» Records:
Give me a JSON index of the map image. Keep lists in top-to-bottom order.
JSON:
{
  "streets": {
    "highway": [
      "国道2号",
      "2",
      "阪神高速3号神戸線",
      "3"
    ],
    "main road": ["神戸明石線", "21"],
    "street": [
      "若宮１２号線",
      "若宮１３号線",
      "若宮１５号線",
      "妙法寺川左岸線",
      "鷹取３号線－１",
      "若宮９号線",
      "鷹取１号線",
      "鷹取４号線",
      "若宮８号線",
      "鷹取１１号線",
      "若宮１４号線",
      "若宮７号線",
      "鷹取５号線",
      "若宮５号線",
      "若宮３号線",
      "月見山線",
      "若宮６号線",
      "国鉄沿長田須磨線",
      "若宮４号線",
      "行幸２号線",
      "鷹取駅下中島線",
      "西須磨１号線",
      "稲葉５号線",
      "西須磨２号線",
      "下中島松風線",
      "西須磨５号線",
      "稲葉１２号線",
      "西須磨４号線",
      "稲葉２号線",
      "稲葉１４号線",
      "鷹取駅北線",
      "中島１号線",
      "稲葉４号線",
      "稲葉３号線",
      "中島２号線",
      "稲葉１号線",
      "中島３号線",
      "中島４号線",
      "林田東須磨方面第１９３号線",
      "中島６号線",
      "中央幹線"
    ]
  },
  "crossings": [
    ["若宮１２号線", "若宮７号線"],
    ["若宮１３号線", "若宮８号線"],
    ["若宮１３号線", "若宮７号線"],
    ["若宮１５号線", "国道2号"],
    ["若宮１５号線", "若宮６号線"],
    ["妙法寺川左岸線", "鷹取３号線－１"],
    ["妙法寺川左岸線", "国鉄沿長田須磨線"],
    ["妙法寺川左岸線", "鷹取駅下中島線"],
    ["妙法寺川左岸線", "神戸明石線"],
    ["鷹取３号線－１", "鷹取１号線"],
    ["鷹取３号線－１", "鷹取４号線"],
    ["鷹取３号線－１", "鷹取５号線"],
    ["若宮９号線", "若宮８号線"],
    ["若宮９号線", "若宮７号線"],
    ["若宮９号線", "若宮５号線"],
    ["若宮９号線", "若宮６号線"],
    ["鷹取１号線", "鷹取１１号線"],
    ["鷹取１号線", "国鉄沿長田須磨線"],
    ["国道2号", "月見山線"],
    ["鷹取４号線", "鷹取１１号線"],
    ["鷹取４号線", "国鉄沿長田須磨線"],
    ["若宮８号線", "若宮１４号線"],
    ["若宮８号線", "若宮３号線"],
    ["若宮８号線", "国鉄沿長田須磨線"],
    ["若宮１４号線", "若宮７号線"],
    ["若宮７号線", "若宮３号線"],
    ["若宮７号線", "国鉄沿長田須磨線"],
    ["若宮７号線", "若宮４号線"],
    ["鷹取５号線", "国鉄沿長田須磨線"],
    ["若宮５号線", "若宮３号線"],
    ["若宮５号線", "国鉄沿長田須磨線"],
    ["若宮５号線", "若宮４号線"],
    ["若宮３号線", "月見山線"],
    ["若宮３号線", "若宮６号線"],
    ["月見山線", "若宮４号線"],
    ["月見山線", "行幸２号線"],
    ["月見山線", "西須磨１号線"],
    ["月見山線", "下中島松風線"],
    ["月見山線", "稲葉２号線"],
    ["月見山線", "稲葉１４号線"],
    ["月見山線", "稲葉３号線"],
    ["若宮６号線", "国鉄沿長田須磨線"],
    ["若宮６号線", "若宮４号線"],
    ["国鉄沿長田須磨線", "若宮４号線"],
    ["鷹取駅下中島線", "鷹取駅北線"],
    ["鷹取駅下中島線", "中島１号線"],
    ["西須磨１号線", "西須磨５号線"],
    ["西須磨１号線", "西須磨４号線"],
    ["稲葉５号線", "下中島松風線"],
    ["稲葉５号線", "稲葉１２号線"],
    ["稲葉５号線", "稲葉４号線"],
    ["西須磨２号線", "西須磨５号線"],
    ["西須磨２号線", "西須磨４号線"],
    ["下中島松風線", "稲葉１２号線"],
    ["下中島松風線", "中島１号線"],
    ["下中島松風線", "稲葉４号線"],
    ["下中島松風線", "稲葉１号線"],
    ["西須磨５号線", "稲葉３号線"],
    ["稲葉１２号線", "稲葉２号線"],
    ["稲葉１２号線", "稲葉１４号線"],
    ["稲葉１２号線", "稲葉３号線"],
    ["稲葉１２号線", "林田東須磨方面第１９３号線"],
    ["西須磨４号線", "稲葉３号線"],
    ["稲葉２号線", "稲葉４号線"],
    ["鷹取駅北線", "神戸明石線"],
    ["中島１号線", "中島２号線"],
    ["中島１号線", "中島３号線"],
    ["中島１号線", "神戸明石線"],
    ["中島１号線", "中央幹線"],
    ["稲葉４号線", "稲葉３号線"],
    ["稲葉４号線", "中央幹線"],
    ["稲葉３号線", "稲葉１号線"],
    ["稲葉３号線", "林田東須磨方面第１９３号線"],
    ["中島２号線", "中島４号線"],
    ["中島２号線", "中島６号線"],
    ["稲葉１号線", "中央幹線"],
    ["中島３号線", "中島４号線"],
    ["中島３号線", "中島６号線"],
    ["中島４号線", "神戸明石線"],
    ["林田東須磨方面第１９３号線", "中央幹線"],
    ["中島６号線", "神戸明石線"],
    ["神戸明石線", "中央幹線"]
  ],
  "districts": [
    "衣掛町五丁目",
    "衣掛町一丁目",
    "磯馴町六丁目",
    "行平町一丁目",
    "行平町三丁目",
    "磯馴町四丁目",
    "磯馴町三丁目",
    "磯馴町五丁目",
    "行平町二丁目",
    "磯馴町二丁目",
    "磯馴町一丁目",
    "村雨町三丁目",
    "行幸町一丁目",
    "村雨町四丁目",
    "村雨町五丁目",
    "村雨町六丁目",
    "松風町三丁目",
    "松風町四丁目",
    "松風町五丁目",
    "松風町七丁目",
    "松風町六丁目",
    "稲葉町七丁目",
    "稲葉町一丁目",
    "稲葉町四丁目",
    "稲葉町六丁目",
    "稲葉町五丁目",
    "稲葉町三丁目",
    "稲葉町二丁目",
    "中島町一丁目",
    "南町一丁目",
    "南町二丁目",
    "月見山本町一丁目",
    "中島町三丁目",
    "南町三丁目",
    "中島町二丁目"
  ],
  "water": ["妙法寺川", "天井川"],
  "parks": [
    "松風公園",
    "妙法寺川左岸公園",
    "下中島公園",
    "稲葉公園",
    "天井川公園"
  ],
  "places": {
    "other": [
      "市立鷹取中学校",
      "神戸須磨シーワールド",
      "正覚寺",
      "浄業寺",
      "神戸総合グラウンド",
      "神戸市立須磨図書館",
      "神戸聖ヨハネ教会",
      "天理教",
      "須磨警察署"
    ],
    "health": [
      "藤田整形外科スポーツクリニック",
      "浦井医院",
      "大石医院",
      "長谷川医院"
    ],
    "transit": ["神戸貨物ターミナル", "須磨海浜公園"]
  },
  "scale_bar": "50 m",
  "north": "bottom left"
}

» Problem description: From the listing above, pick out each line where the word "妙法寺川左岸線" appears.

» Output of the task:
      "妙法寺川左岸線",
    ["妙法寺川左岸線", "鷹取３号線－１"],
    ["妙法寺川左岸線", "国鉄沿長田須磨線"],
    ["妙法寺川左岸線", "鷹取駅下中島線"],
    ["妙法寺川左岸線", "神戸明石線"],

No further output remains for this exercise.